凧と聞いてあなたは何を思い浮かべるだろうか?食べ物の蛸ではない、昔遊びの凧である。一見すると、空高くゆらゆらと飛ぶ姿はどこか不思議な生き物にも見える。今ではその姿を見る機会も減ってしまったように思うが、「お正月に揚げたことがある」という方も多いだろう。

凧の文化は日本のみならず、実はアジア圏を中心に、世界中に広がっている。世界の凧を収集し展示しているマニアックな博物館があると聞いて、好奇心の赴くままに滋賀県東近江市にある世界凧博物館 東近江大凧会館(以下、東近江大凧会館)を訪れた。

凧とは何か?起源と歴史

東近江大凧会館について紹介する前に、凧とは何か?について触れておこう。

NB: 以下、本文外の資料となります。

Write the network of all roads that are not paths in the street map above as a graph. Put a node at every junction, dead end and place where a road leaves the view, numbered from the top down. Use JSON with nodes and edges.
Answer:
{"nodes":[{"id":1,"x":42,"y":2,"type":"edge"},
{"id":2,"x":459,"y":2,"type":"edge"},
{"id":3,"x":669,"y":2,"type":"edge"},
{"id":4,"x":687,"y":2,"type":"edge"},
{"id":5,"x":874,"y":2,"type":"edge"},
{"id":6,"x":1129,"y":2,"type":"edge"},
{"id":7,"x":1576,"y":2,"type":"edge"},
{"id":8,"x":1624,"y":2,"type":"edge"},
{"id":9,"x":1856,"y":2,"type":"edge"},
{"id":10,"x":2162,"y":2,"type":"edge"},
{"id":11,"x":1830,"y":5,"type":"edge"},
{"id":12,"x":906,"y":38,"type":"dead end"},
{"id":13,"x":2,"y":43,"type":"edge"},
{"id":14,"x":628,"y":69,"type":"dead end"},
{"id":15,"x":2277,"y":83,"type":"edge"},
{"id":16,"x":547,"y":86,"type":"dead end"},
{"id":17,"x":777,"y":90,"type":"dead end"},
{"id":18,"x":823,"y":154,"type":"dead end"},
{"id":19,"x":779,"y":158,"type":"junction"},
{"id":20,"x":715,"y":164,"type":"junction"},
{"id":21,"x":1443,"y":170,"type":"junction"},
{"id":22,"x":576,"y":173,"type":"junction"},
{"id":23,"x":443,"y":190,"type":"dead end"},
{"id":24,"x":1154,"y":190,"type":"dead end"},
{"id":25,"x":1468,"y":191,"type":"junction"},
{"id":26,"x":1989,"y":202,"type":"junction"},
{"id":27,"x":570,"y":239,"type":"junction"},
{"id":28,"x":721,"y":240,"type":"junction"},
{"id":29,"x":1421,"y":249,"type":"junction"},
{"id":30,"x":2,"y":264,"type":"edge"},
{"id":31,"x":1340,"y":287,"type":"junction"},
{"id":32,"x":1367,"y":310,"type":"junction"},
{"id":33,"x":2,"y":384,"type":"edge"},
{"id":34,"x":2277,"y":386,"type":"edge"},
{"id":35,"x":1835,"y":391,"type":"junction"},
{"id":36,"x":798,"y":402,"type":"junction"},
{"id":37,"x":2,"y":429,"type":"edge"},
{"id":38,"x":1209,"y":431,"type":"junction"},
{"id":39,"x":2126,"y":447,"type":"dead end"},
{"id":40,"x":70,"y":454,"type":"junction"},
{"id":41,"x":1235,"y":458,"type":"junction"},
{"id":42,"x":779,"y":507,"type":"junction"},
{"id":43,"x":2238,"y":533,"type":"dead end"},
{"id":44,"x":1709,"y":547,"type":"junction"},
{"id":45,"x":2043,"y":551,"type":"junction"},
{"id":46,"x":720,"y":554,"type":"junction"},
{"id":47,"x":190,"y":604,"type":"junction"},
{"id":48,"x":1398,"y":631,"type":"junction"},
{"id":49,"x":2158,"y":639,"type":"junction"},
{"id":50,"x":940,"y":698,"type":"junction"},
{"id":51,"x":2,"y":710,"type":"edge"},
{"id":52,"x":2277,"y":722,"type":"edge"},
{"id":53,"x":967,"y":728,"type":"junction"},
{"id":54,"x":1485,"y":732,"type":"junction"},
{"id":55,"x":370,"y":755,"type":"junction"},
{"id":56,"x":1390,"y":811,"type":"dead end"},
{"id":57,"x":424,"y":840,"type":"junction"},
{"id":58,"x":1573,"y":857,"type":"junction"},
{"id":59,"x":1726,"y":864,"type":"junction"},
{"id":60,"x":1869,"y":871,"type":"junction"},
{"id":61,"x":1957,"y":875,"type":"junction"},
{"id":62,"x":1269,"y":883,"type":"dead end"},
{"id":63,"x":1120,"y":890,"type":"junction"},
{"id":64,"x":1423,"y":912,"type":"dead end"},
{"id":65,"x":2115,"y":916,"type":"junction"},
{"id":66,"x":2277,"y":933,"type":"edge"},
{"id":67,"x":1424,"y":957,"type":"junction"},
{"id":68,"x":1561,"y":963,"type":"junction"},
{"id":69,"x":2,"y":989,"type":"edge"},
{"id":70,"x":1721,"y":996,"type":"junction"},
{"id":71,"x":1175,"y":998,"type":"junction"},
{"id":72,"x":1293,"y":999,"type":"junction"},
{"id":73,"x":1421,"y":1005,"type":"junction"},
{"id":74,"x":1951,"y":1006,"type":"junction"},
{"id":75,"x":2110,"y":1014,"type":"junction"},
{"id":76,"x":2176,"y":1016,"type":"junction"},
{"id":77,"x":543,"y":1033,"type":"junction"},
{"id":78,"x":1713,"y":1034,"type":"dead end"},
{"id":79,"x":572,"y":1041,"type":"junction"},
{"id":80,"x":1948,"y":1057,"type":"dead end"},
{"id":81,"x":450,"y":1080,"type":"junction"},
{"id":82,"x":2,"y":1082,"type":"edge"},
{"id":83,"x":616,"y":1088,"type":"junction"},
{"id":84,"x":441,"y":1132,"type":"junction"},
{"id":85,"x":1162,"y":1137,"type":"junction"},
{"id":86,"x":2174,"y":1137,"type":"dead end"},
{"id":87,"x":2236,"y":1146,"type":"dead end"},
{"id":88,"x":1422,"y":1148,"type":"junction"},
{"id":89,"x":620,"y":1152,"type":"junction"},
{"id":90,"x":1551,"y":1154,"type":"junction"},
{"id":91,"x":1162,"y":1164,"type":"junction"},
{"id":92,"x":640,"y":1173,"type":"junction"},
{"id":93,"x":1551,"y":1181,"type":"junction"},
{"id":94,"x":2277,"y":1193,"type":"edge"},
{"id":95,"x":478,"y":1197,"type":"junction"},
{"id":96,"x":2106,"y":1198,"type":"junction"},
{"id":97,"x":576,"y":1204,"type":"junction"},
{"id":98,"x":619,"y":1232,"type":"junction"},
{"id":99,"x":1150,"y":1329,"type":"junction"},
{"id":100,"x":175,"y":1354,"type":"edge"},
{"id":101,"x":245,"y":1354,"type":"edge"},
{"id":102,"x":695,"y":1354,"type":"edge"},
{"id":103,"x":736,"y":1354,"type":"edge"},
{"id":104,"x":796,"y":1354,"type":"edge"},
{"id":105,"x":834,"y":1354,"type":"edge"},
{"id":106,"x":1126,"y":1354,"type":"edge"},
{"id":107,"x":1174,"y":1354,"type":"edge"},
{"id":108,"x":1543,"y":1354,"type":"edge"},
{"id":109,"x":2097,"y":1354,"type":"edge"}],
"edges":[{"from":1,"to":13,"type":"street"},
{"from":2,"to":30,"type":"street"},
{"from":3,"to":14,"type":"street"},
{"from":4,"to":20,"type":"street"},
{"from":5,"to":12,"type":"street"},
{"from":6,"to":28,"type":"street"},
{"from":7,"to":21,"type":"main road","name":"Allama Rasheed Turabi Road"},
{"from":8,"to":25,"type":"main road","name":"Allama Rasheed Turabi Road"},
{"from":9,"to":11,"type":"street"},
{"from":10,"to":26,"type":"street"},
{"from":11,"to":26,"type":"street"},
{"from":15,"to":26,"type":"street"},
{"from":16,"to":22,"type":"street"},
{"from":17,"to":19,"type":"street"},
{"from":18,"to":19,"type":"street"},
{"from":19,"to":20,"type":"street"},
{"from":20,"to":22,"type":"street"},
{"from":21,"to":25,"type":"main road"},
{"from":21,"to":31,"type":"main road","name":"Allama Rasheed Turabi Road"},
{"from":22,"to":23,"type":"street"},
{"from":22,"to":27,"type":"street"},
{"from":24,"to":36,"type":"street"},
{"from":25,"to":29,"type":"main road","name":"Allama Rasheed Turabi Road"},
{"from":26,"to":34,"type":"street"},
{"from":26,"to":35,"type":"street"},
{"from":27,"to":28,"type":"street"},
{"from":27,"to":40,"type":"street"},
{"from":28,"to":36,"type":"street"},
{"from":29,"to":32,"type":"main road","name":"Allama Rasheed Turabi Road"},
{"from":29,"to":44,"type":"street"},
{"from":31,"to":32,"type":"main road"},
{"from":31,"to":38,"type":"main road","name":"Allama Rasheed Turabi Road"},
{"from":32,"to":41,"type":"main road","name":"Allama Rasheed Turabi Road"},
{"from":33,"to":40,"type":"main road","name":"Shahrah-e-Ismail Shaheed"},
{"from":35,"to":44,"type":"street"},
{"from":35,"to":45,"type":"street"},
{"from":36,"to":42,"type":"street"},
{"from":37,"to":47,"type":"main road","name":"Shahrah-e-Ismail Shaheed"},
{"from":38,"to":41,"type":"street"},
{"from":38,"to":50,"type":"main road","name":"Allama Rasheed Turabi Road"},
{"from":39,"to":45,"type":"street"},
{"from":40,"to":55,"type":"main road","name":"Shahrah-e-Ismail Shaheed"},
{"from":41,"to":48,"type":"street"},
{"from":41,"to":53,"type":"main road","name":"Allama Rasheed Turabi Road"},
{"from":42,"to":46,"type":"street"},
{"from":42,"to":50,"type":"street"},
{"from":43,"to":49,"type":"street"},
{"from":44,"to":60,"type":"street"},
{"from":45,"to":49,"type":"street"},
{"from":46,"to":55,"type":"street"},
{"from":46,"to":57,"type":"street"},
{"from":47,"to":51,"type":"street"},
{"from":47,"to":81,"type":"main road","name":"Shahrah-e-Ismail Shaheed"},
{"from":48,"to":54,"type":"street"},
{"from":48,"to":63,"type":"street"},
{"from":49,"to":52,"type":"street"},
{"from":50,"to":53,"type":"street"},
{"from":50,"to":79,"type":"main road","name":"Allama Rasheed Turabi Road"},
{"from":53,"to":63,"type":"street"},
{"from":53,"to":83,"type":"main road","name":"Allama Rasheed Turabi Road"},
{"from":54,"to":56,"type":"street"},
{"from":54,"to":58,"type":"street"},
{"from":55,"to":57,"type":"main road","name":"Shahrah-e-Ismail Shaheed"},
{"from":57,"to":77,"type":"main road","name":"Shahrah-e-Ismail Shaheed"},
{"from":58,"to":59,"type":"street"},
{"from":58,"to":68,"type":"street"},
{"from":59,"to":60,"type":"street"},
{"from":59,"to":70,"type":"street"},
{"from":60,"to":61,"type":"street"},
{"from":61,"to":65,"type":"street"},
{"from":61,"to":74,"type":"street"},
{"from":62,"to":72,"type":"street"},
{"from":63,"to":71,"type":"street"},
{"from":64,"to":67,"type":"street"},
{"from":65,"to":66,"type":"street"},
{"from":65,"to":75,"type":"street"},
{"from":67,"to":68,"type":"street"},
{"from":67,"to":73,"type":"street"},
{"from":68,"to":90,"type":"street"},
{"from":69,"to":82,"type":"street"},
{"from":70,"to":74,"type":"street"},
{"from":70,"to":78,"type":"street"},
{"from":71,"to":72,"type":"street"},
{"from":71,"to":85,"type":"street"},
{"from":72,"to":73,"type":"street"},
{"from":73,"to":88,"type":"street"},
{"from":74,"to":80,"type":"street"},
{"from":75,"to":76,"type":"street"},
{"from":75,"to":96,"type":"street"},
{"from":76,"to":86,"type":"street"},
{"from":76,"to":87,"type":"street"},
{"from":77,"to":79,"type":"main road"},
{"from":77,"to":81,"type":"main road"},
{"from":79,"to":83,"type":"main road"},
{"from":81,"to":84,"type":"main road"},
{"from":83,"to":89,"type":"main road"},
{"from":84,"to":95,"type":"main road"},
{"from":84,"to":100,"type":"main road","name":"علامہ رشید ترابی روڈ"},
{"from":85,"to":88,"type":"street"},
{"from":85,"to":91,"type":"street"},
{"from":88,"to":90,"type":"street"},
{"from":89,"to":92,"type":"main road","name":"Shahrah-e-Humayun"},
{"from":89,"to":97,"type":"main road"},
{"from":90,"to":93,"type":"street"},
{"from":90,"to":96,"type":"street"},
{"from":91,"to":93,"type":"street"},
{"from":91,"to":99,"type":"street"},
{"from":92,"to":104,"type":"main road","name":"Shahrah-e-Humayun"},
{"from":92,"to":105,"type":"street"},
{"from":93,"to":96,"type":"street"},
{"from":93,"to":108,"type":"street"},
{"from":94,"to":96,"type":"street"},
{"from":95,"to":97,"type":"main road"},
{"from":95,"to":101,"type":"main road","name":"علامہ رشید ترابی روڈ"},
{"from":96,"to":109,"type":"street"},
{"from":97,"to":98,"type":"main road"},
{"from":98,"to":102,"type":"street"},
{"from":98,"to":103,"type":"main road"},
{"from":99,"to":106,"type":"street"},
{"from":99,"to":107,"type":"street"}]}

凧は一般的には糸で牽引することで、竹や木などを骨組みとした紙やビニール、布などが空中に浮遊するという仕組みになっている。「大空高く舞い上がる」ことに願いが込められ、玩具や厄払い、科学実験など様々な目的で揚げられる。

凧の起源は定かではない。記録上では紀元前4世紀の中国に遡るといわれており、元々は軍事目的で使用されたともいわれている。これが朝鮮半島を伝って日本に伝来した。日本で初めて凧の記述が登場するのは奈良時代だ。例えば現在の佐賀県・長崎県の地誌にあたる「肥前風土記」には「幡」の名で凧が登場し、天候の異変を察知する道具、あるいは祭具などとして用いたとある。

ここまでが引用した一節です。